[Material shown — start]
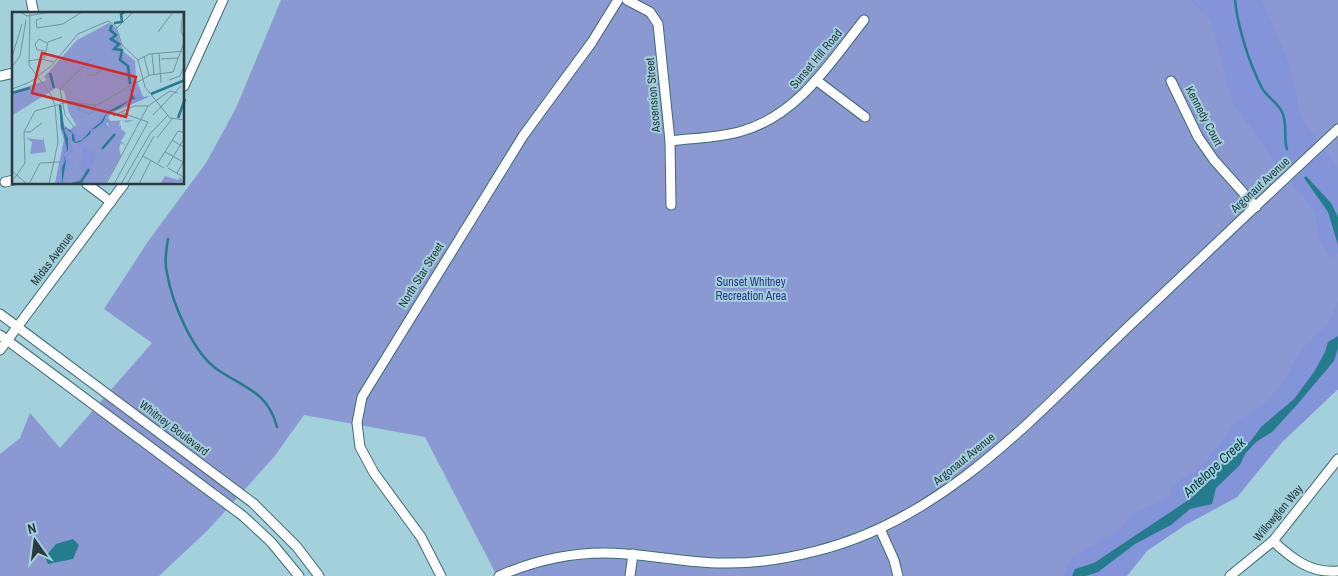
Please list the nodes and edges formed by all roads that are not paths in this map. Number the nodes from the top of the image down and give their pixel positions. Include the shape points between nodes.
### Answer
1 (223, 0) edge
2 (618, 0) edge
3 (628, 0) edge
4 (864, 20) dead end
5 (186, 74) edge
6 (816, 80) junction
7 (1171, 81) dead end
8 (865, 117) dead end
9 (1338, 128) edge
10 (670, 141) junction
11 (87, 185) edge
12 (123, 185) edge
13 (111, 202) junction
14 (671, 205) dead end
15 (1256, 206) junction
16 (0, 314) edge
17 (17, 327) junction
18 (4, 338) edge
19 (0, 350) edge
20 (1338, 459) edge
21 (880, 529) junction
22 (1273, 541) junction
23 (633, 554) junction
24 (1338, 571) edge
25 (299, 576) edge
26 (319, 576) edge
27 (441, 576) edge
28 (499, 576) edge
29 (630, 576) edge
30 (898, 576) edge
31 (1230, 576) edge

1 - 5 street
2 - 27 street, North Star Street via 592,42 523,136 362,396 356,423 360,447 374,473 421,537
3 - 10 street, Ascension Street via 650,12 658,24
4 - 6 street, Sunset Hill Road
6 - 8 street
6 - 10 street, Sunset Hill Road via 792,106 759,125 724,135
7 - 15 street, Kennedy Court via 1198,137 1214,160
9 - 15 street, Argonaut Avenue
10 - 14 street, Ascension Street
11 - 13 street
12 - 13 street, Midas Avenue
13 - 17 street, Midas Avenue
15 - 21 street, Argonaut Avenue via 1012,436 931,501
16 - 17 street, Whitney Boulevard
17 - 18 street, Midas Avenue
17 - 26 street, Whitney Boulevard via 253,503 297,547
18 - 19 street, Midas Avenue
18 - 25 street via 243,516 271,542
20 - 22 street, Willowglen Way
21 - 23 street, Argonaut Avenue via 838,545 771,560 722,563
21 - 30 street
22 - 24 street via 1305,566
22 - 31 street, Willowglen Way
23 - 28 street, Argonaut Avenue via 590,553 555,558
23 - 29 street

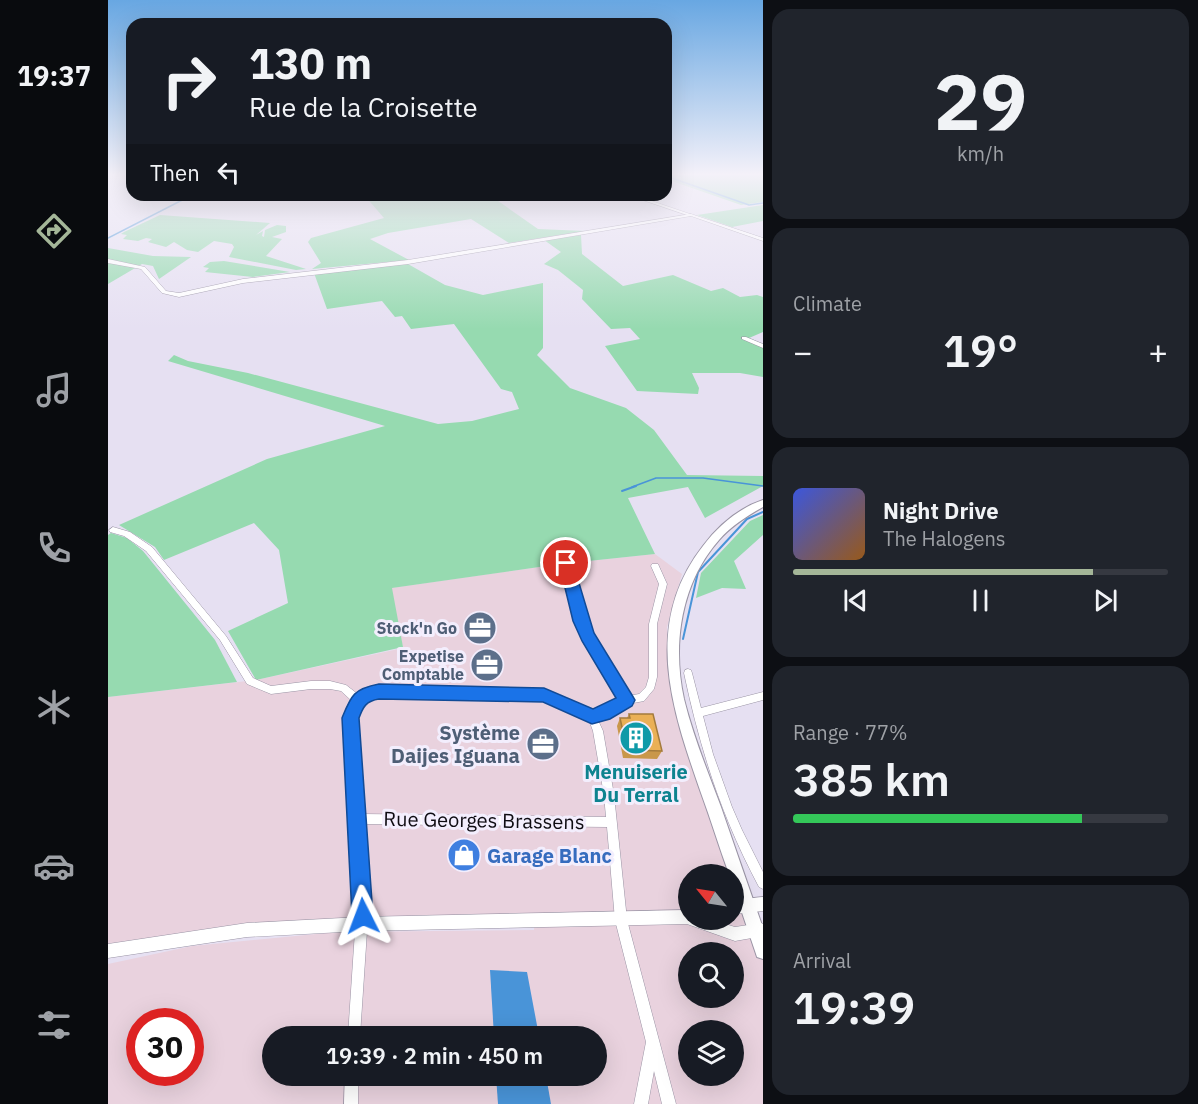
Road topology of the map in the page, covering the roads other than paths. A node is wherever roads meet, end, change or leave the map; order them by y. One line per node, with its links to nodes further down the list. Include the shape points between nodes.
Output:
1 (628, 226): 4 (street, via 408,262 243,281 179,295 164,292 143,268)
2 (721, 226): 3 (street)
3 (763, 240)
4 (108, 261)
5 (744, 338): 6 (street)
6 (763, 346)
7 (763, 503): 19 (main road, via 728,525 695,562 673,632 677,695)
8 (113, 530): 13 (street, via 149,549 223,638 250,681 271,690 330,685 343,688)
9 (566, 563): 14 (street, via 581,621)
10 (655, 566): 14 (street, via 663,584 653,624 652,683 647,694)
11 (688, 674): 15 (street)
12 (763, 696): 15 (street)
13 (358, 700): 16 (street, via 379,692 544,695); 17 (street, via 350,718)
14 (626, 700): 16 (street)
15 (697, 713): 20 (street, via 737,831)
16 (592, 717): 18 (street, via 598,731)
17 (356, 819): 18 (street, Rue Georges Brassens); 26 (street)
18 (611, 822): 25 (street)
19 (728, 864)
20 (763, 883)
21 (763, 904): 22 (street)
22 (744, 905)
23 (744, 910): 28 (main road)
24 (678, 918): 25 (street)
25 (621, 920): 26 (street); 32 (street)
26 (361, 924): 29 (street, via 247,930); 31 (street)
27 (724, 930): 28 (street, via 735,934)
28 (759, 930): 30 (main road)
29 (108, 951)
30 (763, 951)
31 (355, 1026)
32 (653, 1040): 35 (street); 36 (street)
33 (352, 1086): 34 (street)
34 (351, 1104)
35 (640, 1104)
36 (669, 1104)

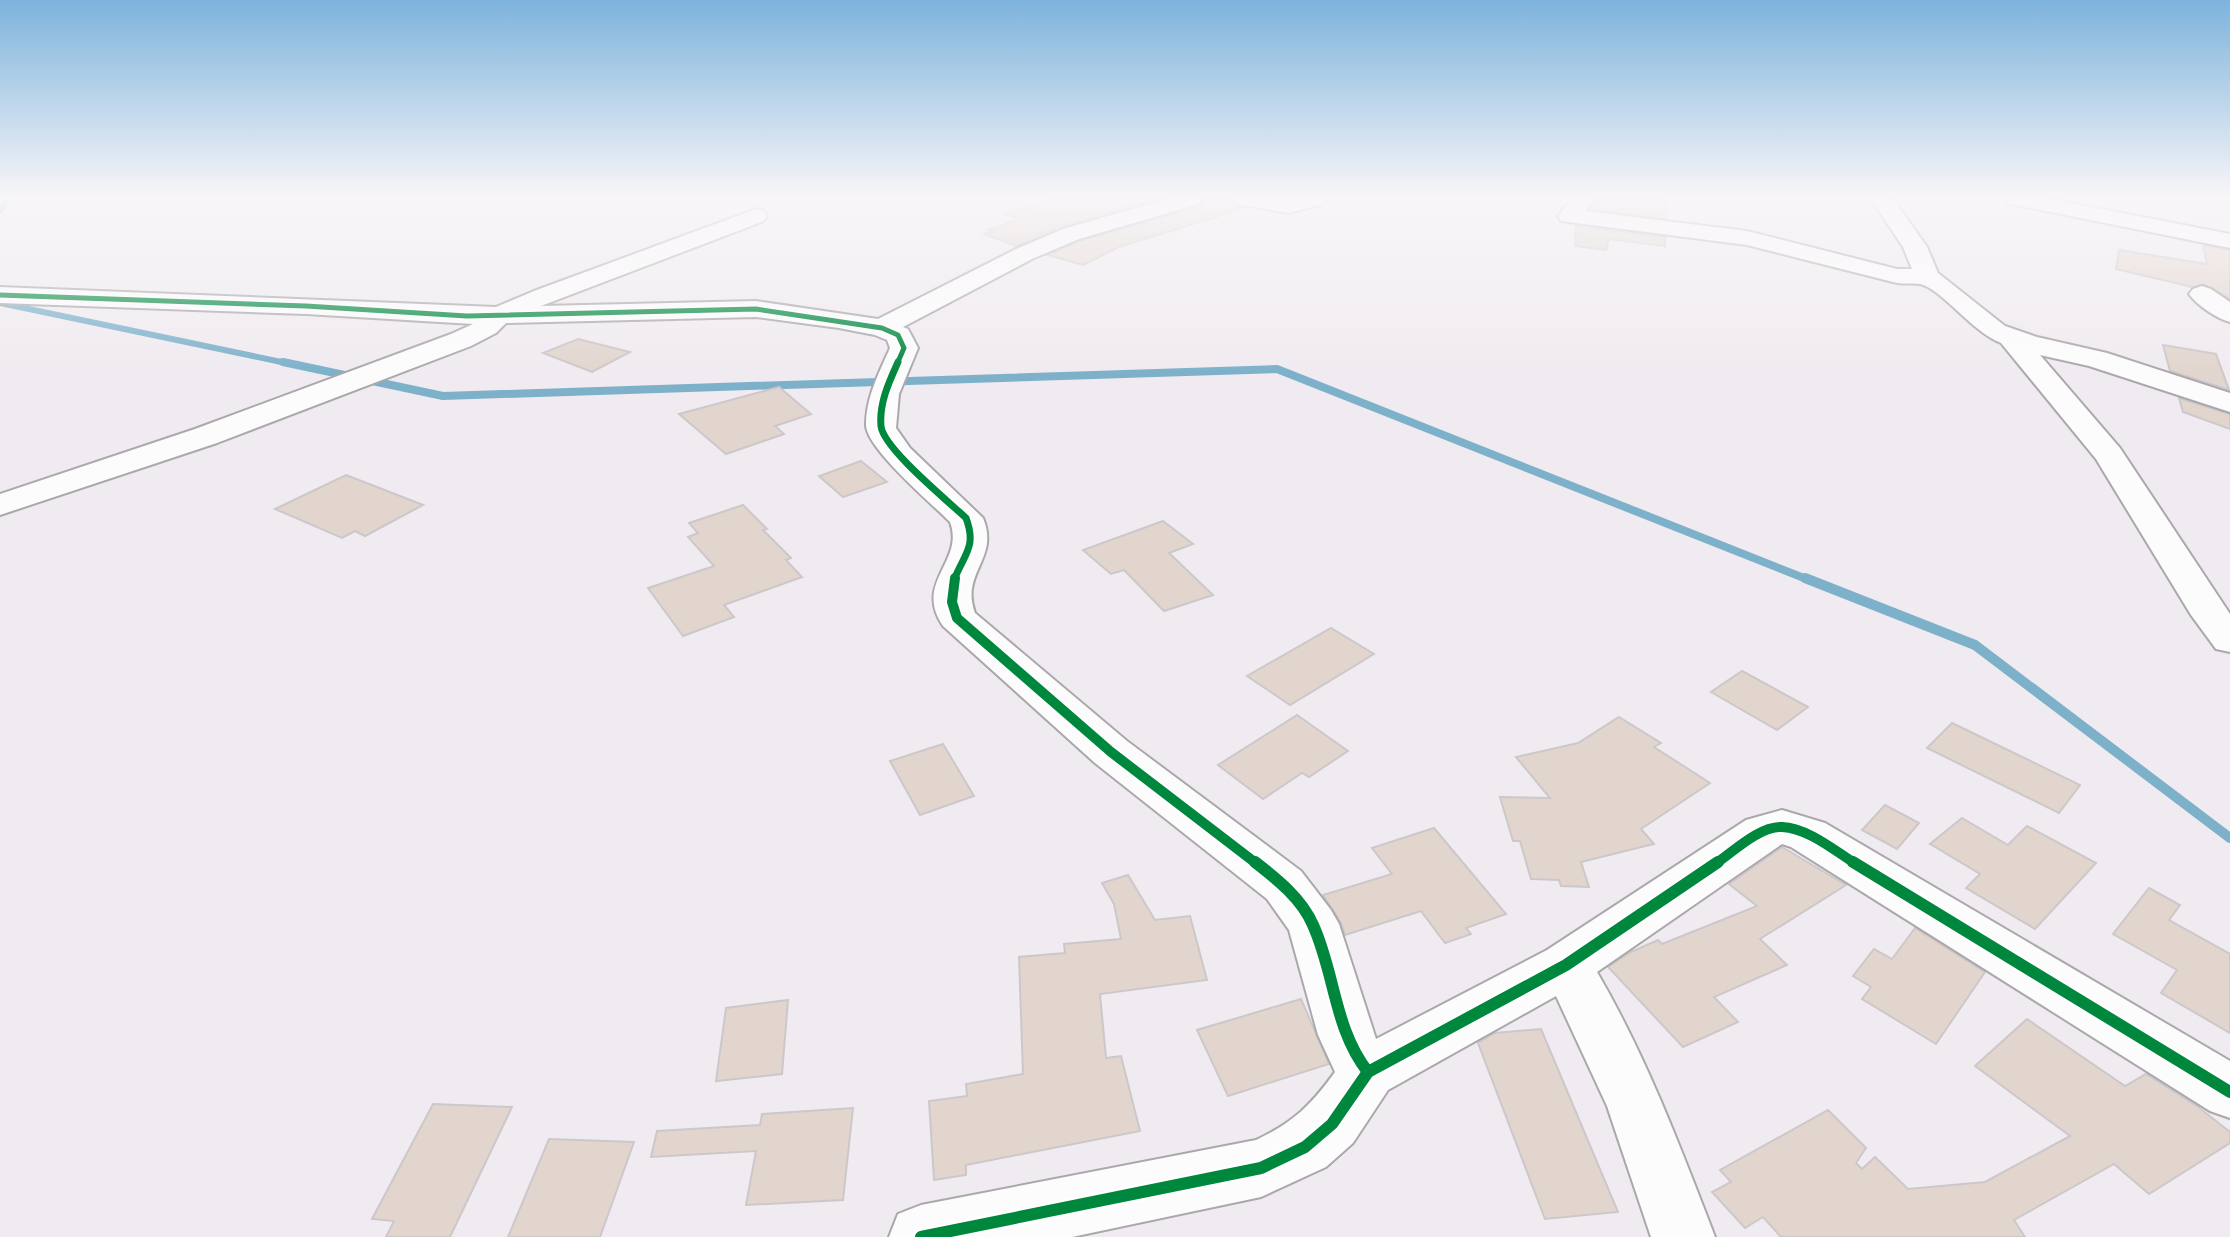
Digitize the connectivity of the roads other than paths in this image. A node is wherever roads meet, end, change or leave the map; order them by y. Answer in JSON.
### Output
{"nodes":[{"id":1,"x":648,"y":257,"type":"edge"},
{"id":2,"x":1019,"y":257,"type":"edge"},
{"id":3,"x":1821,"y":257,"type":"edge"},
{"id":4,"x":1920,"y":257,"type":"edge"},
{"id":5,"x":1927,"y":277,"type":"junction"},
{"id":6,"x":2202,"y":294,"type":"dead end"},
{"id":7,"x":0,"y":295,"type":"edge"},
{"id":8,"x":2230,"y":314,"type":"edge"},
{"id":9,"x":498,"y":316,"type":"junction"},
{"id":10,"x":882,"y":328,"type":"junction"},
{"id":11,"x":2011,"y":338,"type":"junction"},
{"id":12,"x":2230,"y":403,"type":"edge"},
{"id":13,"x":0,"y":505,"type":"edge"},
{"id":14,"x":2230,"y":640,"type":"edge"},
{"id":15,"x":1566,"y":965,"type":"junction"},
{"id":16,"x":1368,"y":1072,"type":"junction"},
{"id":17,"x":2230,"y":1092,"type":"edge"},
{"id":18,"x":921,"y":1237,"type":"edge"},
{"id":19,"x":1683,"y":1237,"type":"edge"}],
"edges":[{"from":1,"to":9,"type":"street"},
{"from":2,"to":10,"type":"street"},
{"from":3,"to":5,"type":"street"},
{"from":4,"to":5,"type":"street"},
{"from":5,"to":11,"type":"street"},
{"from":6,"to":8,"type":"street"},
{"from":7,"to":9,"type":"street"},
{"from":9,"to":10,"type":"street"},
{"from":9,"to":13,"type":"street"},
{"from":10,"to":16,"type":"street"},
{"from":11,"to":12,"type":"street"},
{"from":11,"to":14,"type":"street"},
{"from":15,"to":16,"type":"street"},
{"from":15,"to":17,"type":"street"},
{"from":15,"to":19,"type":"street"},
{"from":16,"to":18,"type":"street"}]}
[Material shown — finish]
> _What the task requires_
Exact duplicates of all the entries are required, and no image may appear in them.

> _Answer to the exercise_
Please list the nodes and edges formed by all roads that are not paths in this map. Number the nodes from the top of the image down and give their pixel positions. Include the shape points between nodes.
### Answer
1 (223, 0) edge
2 (618, 0) edge
3 (628, 0) edge
4 (864, 20) dead end
5 (186, 74) edge
6 (816, 80) junction
7 (1171, 81) dead end
8 (865, 117) dead end
9 (1338, 128) edge
10 (670, 141) junction
11 (87, 185) edge
12 (123, 185) edge
13 (111, 202) junction
14 (671, 205) dead end
15 (1256, 206) junction
16 (0, 314) edge
17 (17, 327) junction
18 (4, 338) edge
19 (0, 350) edge
20 (1338, 459) edge
21 (880, 529) junction
22 (1273, 541) junction
23 (633, 554) junction
24 (1338, 571) edge
25 (299, 576) edge
26 (319, 576) edge
27 (441, 576) edge
28 (499, 576) edge
29 (630, 576) edge
30 (898, 576) edge
31 (1230, 576) edge

1 - 5 street
2 - 27 street, North Star Street via 592,42 523,136 362,396 356,423 360,447 374,473 421,537
3 - 10 street, Ascension Street via 650,12 658,24
4 - 6 street, Sunset Hill Road
6 - 8 street
6 - 10 street, Sunset Hill Road via 792,106 759,125 724,135
7 - 15 street, Kennedy Court via 1198,137 1214,160
9 - 15 street, Argonaut Avenue
10 - 14 street, Ascension Street
11 - 13 street
12 - 13 street, Midas Avenue
13 - 17 street, Midas Avenue
15 - 21 street, Argonaut Avenue via 1012,436 931,501
16 - 17 street, Whitney Boulevard
17 - 18 street, Midas Avenue
17 - 26 street, Whitney Boulevard via 253,503 297,547
18 - 19 street, Midas Avenue
18 - 25 street via 243,516 271,542
20 - 22 street, Willowglen Way
21 - 23 street, Argonaut Avenue via 838,545 771,560 722,563
21 - 30 street
22 - 24 street via 1305,566
22 - 31 street, Willowglen Way
23 - 28 street, Argonaut Avenue via 590,553 555,558
23 - 29 street

Road topology of the map in the page, covering the roads other than paths. A node is wherever roads meet, end, change or leave the map; order them by y. One line per node, with its links to nodes further down the list. Include the shape points between nodes.
Output:
1 (628, 226): 4 (street, via 408,262 243,281 179,295 164,292 143,268)
2 (721, 226): 3 (street)
3 (763, 240)
4 (108, 261)
5 (744, 338): 6 (street)
6 (763, 346)
7 (763, 503): 19 (main road, via 728,525 695,562 673,632 677,695)
8 (113, 530): 13 (street, via 149,549 223,638 250,681 271,690 330,685 343,688)
9 (566, 563): 14 (street, via 581,621)
10 (655, 566): 14 (street, via 663,584 653,624 652,683 647,694)
11 (688, 674): 15 (street)
12 (763, 696): 15 (street)
13 (358, 700): 16 (street, via 379,692 544,695); 17 (street, via 350,718)
14 (626, 700): 16 (street)
15 (697, 713): 20 (street, via 737,831)
16 (592, 717): 18 (street, via 598,731)
17 (356, 819): 18 (street, Rue Georges Brassens); 26 (street)
18 (611, 822): 25 (street)
19 (728, 864)
20 (763, 883)
21 (763, 904): 22 (street)
22 (744, 905)
23 (744, 910): 28 (main road)
24 (678, 918): 25 (street)
25 (621, 920): 26 (street); 32 (street)
26 (361, 924): 29 (street, via 247,930); 31 (street)
27 (724, 930): 28 (street, via 735,934)
28 (759, 930): 30 (main road)
29 (108, 951)
30 (763, 951)
31 (355, 1026)
32 (653, 1040): 35 (street); 36 (street)
33 (352, 1086): 34 (street)
34 (351, 1104)
35 (640, 1104)
36 (669, 1104)

Digitize the connectivity of the roads other than paths in this image. A node is wherever roads meet, end, change or leave the map; order them by y. Answer in JSON.
### Output
{"nodes":[{"id":1,"x":648,"y":257,"type":"edge"},
{"id":2,"x":1019,"y":257,"type":"edge"},
{"id":3,"x":1821,"y":257,"type":"edge"},
{"id":4,"x":1920,"y":257,"type":"edge"},
{"id":5,"x":1927,"y":277,"type":"junction"},
{"id":6,"x":2202,"y":294,"type":"dead end"},
{"id":7,"x":0,"y":295,"type":"edge"},
{"id":8,"x":2230,"y":314,"type":"edge"},
{"id":9,"x":498,"y":316,"type":"junction"},
{"id":10,"x":882,"y":328,"type":"junction"},
{"id":11,"x":2011,"y":338,"type":"junction"},
{"id":12,"x":2230,"y":403,"type":"edge"},
{"id":13,"x":0,"y":505,"type":"edge"},
{"id":14,"x":2230,"y":640,"type":"edge"},
{"id":15,"x":1566,"y":965,"type":"junction"},
{"id":16,"x":1368,"y":1072,"type":"junction"},
{"id":17,"x":2230,"y":1092,"type":"edge"},
{"id":18,"x":921,"y":1237,"type":"edge"},
{"id":19,"x":1683,"y":1237,"type":"edge"}],
"edges":[{"from":1,"to":9,"type":"street"},
{"from":2,"to":10,"type":"street"},
{"from":3,"to":5,"type":"street"},
{"from":4,"to":5,"type":"street"},
{"from":5,"to":11,"type":"street"},
{"from":6,"to":8,"type":"street"},
{"from":7,"to":9,"type":"street"},
{"from":9,"to":10,"type":"street"},
{"from":9,"to":13,"type":"street"},
{"from":10,"to":16,"type":"street"},
{"from":11,"to":12,"type":"street"},
{"from":11,"to":14,"type":"street"},
{"from":15,"to":16,"type":"street"},
{"from":15,"to":17,"type":"street"},
{"from":15,"to":19,"type":"street"},
{"from":16,"to":18,"type":"street"}]}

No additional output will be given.